- _About this task_: Exactly as written, give again the line with "Build a routing" and all subsequent lines through the end of the records.

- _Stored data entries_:
Start of Block

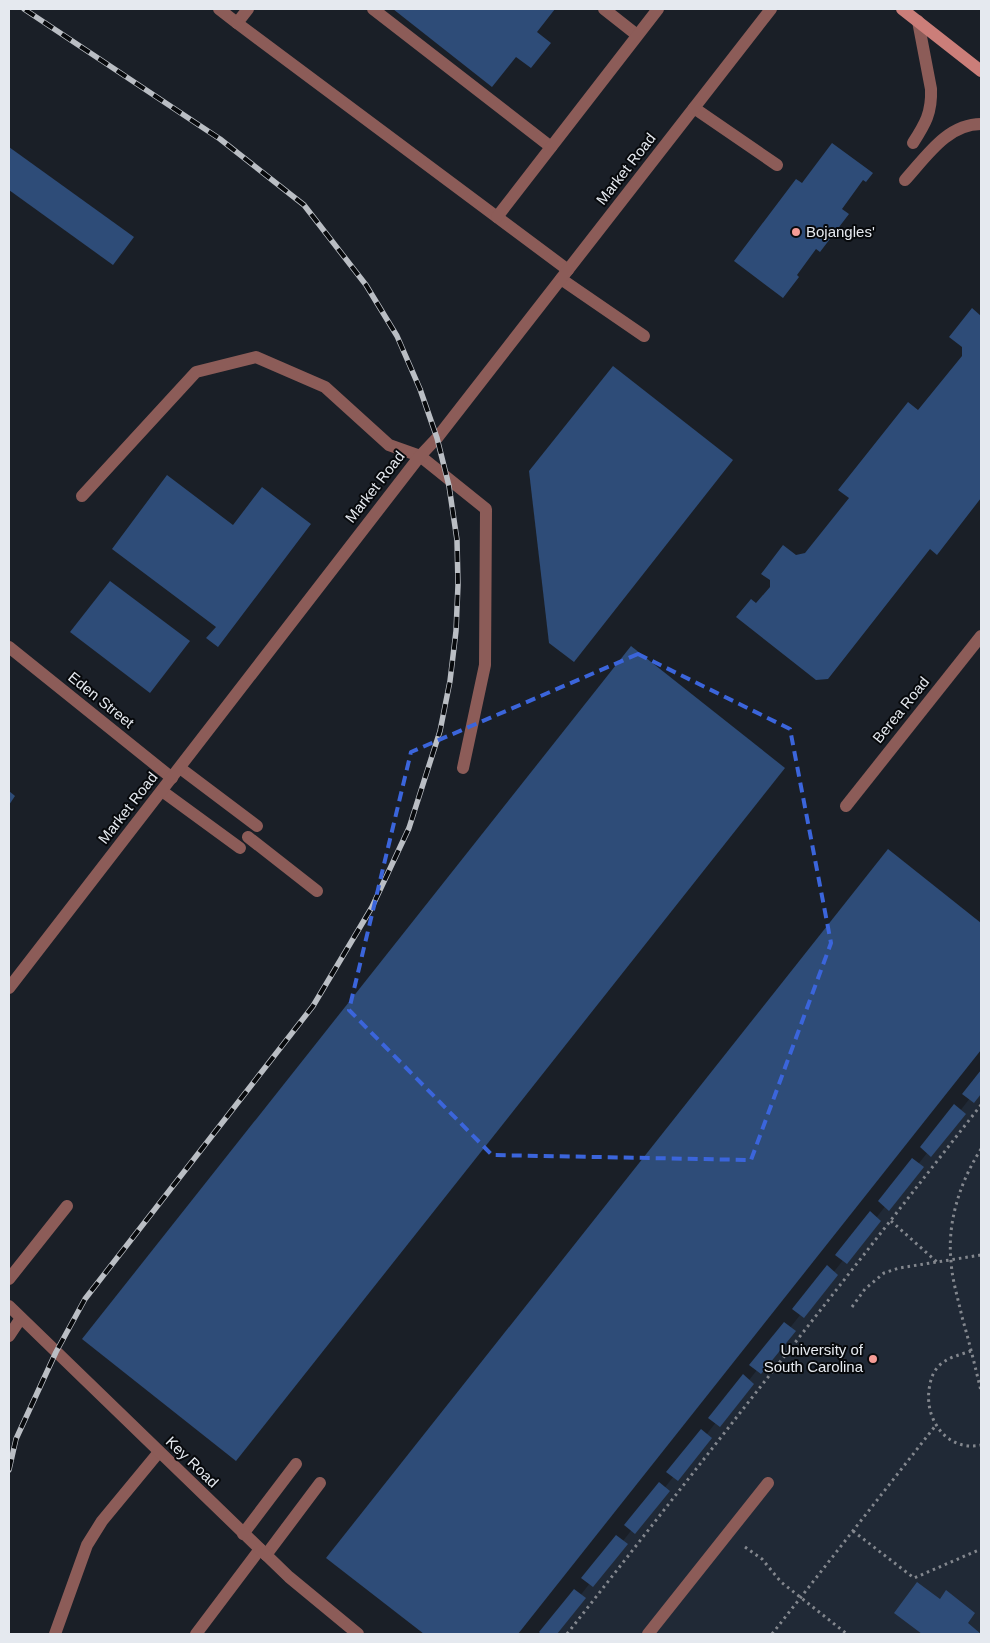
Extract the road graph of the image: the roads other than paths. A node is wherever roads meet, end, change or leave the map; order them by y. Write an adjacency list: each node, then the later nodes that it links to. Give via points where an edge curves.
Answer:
1 (219, 9): 9 (street)
2 (248, 9): 9 (street)
3 (373, 9): 15 (street)
4 (604, 9): 10 (street)
5 (658, 9): 10 (street)
6 (771, 9): 12 (street, Market Road)
7 (902, 9): 8 (main road)
8 (918, 21): 11 (main road); 14 (street, via 932,99 926,123)
9 (237, 23): 18 (street)
10 (638, 35): 15 (street)
11 (981, 71)
12 (694, 108): 16 (street); 19 (street, Market Road)
13 (981, 124): 17 (street, via 957,129 947,136)
14 (913, 143)
15 (551, 148): 18 (street)
16 (776, 165)
17 (905, 180)
18 (497, 217): 19 (street)
19 (564, 275): 20 (street); 21 (street, Market Road)
20 (644, 336)
21 (420, 456): 22 (street, via 389,445 325,387 256,357 196,372); 25 (street, via 486,509 485,665); 26 (street, Market Road)
22 (82, 496)
23 (981, 636): 28 (street, Berea Road)
24 (9, 647): 26 (street, Eden Street)
25 (463, 768)
26 (176, 773): 27 (street, Market Road); 29 (street, Eden Street)
27 (162, 791): 31 (street); 33 (street, Market Road)
28 (846, 806)
29 (257, 826)
30 (248, 837): 32 (street)
31 (240, 848)
32 (317, 891)
33 (9, 988)
34 (67, 1206): 35 (street)
35 (9, 1279)
36 (9, 1306): 37 (street, Key Road)
37 (21, 1318): 38 (street); 39 (street, Key Road)
38 (9, 1336)
39 (159, 1452): 43 (street, Key Road); 45 (street, via 102,1521 87,1545)
40 (296, 1464): 43 (street)
41 (320, 1483): 44 (street)
42 (768, 1483): 48 (street)
43 (243, 1534): 44 (street, Key Road)
44 (263, 1552): 46 (street); 47 (street, Key Road)
45 (55, 1634)
46 (196, 1634)
47 (358, 1634)
48 (648, 1634)

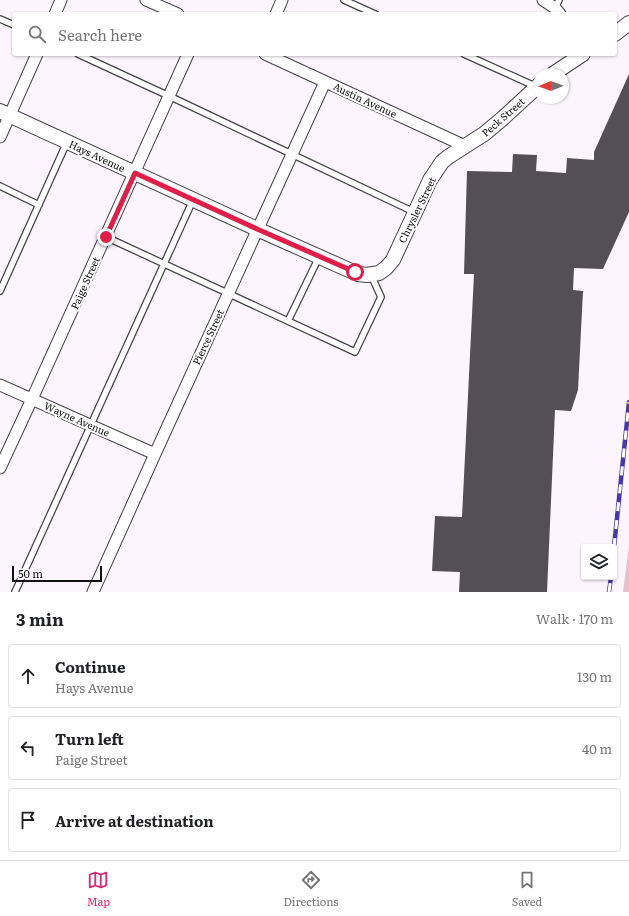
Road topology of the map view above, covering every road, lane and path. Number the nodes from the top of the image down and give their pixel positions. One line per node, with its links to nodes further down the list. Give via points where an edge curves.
1 (61, 0): 7 (street)
2 (146, 0): 8 (street)
3 (282, 0): 9 (street)
4 (344, 0): 10 (lane)
5 (543, 0): 6 (street)
6 (558, 7)
7 (56, 12)
8 (173, 12)
9 (277, 12)
10 (371, 12)
11 (0, 19): 13 (lane)
12 (629, 23): 14 (street)
13 (12, 24)
14 (617, 32)
15 (36, 56): 26 (street)
16 (82, 56): 25 (lane)
17 (187, 56): 25 (street, Paige Street)
18 (269, 56): 22 (street, Austin Avenue)
19 (469, 56): 23 (lane)
20 (580, 56): 21 (street)
21 (562, 68)
22 (325, 82): 29 (street, Austin Avenue); 30 (street, Pierce Street)
23 (533, 84)
24 (533, 91): 29 (street, Peck Street, via 484,134)
25 (169, 96): 30 (lane); 31 (street, Paige Street)
26 (5, 113): 27 (street); 28 (street, Hays Avenue)
27 (0, 137)
28 (67, 142): 31 (street, Hays Avenue); 34 (lane)
29 (465, 146): 35 (street, Chrysler Street, via 442,162 430,180)
30 (292, 154): 35 (lane); 36 (street, Pierce Street)
31 (135, 173): 33 (street, Hays Avenue); 37 (street, Paige Street)
32 (0, 186): 34 (lane)
33 (194, 200): 36 (street, Hays Avenue); 39 (lane)
34 (39, 205): 41 (lane)
35 (415, 212): 40 (street, Chrysler Street, via 393,260 382,271)
36 (257, 229): 38 (street, Hays Avenue); 42 (street, Pierce Street)
37 (106, 237): 39 (lane); 45 (street, Paige Street)
38 (319, 256): 40 (street, Hays Avenue, via 358,274); 43 (lane)
39 (164, 264): 42 (lane); 46 (lane)
40 (371, 275): 43 (lane, via 381,297 354,352)
41 (0, 291)
42 (228, 294): 43 (lane); 47 (street, Pierce Street)
43 (288, 321)
44 (0, 385): 45 (street, Wayne Avenue)
45 (32, 399): 46 (street, Wayne Avenue); 48 (street, Paige Street)
46 (91, 426): 47 (street, Wayne Avenue); 49 (lane)
47 (154, 454): 50 (street, Pierce Street)
48 (0, 468)
49 (15, 592)
50 (92, 592)

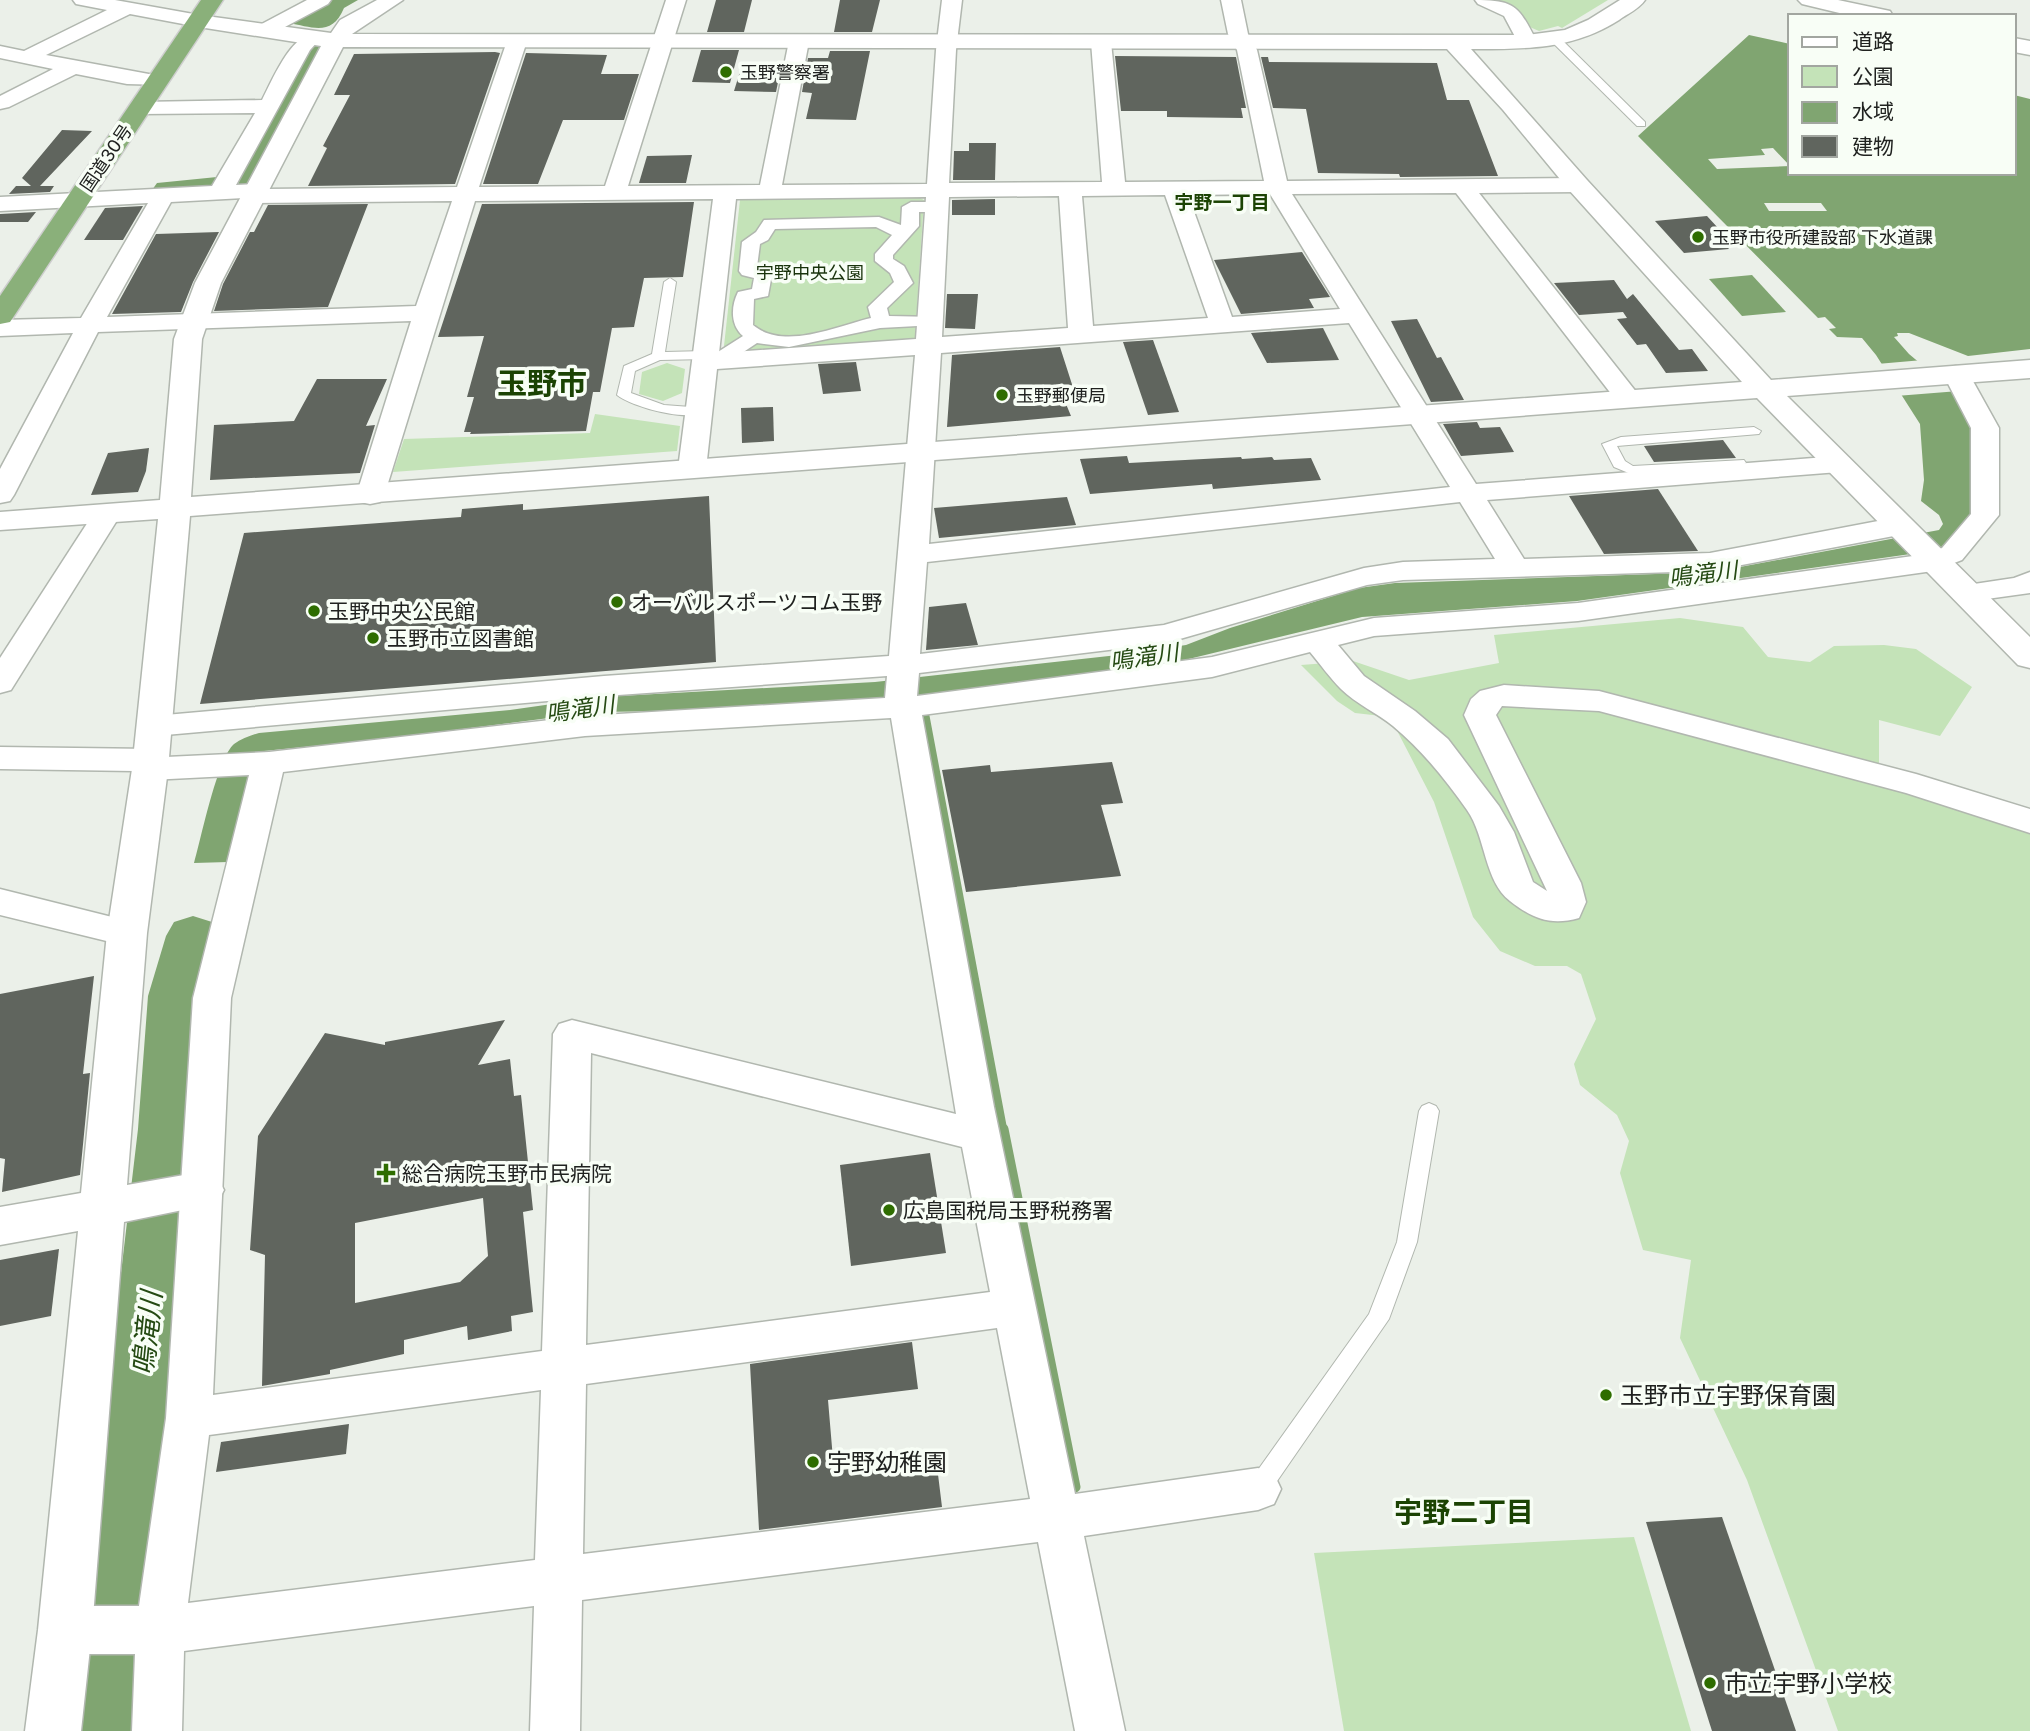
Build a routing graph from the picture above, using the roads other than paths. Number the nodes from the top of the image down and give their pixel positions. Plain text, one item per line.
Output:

End of Block

- _Result of this task_:
Build a routing graph from the picture above, using the roads other than paths. Number the nodes from the top of the image down and give their pixel positions. Plain text, one item per line.
Output:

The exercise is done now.